== DIRECTIONS FOR THIS TASK ==
From the listing below, copy out every line where the word "dead" appears.

== DATA TO USE ==

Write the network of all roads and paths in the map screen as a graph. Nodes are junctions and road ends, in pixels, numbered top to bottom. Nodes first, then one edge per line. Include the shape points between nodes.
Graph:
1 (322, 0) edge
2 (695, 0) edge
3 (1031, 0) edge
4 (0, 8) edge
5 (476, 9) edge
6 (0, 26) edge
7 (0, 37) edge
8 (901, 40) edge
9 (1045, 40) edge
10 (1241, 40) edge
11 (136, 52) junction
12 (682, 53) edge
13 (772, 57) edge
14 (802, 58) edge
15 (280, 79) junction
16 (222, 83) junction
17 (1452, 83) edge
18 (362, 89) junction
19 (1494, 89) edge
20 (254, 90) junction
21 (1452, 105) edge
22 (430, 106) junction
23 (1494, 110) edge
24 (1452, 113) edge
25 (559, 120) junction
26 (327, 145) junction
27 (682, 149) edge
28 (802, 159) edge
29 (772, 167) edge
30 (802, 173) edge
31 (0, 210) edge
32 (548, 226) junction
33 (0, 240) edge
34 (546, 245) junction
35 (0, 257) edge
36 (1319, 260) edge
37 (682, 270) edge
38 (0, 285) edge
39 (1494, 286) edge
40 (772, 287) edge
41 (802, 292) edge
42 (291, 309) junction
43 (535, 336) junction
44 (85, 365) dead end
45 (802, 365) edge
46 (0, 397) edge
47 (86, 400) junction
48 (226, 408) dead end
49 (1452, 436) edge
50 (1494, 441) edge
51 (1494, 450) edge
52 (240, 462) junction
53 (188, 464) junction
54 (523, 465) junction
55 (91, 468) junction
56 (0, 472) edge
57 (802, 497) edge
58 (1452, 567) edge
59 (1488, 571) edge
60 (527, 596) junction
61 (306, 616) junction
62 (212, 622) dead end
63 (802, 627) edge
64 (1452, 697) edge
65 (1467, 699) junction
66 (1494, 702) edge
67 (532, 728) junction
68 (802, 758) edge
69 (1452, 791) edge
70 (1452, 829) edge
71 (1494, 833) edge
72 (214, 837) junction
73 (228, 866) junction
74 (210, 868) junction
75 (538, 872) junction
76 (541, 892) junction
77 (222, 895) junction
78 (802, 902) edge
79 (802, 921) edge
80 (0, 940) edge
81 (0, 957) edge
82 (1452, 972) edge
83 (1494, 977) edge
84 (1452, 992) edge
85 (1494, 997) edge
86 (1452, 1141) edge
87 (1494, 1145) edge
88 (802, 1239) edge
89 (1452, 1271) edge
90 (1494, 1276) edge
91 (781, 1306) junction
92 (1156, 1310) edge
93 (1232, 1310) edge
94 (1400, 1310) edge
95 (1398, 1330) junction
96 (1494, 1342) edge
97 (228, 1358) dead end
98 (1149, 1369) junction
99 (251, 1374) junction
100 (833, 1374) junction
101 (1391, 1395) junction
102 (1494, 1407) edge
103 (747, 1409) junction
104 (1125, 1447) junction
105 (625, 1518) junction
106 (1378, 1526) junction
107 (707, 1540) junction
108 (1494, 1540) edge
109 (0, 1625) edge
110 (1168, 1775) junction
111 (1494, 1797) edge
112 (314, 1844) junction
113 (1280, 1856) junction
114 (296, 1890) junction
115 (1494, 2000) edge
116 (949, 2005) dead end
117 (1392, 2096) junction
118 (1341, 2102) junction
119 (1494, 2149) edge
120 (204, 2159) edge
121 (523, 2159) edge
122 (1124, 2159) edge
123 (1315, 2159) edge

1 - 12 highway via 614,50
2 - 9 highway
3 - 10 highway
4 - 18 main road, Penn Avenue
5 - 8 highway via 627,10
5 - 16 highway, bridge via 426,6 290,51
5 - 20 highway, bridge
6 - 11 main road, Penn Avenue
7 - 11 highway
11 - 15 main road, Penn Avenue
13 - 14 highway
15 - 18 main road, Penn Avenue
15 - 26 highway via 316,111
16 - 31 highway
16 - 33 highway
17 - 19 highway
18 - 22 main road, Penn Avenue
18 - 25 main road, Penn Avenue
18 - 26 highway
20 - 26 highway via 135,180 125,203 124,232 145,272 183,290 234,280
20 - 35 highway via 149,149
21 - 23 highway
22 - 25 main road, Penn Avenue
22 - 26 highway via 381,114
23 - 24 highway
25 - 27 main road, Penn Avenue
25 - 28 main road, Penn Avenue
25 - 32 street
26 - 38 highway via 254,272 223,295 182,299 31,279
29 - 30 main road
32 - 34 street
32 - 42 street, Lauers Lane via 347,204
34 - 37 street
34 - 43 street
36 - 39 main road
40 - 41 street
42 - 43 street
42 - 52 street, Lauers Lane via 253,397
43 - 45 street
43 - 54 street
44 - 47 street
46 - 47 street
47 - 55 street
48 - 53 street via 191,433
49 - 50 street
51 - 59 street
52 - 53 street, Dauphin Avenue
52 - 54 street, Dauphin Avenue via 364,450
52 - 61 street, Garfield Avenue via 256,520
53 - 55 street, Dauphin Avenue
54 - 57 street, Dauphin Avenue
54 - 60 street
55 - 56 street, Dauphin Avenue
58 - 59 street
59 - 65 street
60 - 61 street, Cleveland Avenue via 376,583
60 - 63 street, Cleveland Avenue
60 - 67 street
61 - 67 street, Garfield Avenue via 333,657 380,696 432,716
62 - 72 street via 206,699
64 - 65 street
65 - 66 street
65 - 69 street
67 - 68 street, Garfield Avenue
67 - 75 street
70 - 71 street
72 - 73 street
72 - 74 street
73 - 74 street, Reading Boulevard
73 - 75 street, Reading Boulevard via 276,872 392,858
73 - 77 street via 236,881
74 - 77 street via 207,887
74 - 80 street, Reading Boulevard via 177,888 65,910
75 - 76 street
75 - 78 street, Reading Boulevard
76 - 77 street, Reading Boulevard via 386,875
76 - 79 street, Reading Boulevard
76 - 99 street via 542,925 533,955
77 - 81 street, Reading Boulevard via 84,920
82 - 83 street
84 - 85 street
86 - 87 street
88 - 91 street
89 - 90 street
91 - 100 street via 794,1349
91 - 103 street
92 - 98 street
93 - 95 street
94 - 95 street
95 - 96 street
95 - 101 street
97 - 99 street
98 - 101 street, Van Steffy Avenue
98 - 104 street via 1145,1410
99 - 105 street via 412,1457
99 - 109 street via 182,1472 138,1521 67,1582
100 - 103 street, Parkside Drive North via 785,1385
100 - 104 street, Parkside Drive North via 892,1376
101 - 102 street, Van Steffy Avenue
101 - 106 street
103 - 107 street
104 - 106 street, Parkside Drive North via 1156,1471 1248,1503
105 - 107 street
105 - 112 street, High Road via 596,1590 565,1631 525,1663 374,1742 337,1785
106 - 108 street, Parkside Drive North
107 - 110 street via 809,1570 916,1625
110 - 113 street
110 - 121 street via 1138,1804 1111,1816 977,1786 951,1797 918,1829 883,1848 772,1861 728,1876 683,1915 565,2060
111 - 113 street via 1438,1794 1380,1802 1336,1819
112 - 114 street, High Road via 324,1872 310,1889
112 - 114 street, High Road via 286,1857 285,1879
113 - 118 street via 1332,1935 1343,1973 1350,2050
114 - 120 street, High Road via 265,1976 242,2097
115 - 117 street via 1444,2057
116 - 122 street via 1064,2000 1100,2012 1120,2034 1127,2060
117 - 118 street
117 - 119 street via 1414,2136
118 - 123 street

== WRITTEN REPLY ==
44 (85, 365) dead end
48 (226, 408) dead end
62 (212, 622) dead end
97 (228, 1358) dead end
116 (949, 2005) dead end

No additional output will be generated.